What are the parts of speech of "parking" and "limited"?
Why isn't there a verb "to be" in the sentence? Like "parking is limited to ..." Is it omitted?
Thank you in advance,
Yes, it is. But why do they do this? Is there a name for this case? Is it something related to style? I want to read more about it.
***** NOT A TEACHER *****
Hello, White Rose:
I believe that many times there is an honest difference of opinion as to whether a past participle is an adjective or the passive form of the verb.
In my opinion, your sentence seems to be using the passive form of the verb "limit."
Here are two "tests" that I have found very helpful:
TEST #1: Can "by" be used?
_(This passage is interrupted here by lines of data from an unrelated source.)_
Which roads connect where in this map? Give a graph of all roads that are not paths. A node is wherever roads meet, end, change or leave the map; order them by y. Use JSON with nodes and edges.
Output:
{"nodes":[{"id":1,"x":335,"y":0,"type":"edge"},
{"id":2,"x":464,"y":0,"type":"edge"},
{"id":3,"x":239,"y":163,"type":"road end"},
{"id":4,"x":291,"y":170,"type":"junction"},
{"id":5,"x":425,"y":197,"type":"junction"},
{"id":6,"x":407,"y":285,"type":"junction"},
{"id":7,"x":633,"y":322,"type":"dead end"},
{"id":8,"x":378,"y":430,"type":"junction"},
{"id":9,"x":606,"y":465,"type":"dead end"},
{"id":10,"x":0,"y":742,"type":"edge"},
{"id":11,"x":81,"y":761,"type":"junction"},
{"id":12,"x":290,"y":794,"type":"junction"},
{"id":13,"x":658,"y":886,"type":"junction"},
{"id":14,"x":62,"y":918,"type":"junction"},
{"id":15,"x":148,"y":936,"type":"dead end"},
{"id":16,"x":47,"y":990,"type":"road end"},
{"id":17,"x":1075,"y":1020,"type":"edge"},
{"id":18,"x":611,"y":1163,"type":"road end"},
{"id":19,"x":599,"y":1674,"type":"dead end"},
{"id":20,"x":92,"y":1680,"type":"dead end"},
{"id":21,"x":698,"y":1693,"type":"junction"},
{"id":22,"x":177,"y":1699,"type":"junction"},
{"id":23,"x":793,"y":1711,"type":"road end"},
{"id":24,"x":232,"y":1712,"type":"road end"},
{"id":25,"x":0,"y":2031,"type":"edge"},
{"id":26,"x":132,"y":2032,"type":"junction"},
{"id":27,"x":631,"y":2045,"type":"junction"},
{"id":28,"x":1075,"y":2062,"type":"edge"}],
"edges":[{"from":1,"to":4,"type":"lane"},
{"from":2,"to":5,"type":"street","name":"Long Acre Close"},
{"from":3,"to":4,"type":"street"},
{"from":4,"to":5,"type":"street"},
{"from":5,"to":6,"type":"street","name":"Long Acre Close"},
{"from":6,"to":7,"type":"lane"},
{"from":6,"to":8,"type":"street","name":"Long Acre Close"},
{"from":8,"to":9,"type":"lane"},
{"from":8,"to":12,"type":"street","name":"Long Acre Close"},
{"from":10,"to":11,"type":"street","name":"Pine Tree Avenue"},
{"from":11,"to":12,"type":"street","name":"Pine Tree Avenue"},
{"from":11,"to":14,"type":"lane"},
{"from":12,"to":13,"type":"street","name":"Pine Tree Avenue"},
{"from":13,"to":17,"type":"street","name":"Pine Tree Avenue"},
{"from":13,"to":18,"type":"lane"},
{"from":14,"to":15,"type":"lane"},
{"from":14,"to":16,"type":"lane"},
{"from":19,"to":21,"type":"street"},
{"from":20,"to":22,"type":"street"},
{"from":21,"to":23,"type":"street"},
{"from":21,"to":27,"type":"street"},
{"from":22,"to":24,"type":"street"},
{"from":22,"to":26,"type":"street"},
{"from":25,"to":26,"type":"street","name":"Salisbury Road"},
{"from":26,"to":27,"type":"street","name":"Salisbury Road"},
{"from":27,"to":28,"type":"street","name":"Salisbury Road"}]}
If it can, then it is probably a passive verbal phrase:
a. Parking is limited to 20 minutes by city law.
i. Since "by city law" seems to fit in nicely, then "is limited" may be a passive verbal phrase.
TEST #2: Can the word "very" be inserted? If it can, then it is probably an adjective:
a. Parking is very limited to 20 minutes.
i. Since the word "very" does NOT seem to fit in nicely, then "limited" may NOT be an adjective.
(a) Compare: "Get there early. Parking is very limited." "Limited" in that sentence seems to be an adjective.
Credit for Test #1 goes to the Longman English Grammar.
Credit for Test #2 goes to Transgrammar.
Last edited by TheParser; 31-Aug-2014 at 19:39. Reason: I typed an exclamation mark instead of the number "1."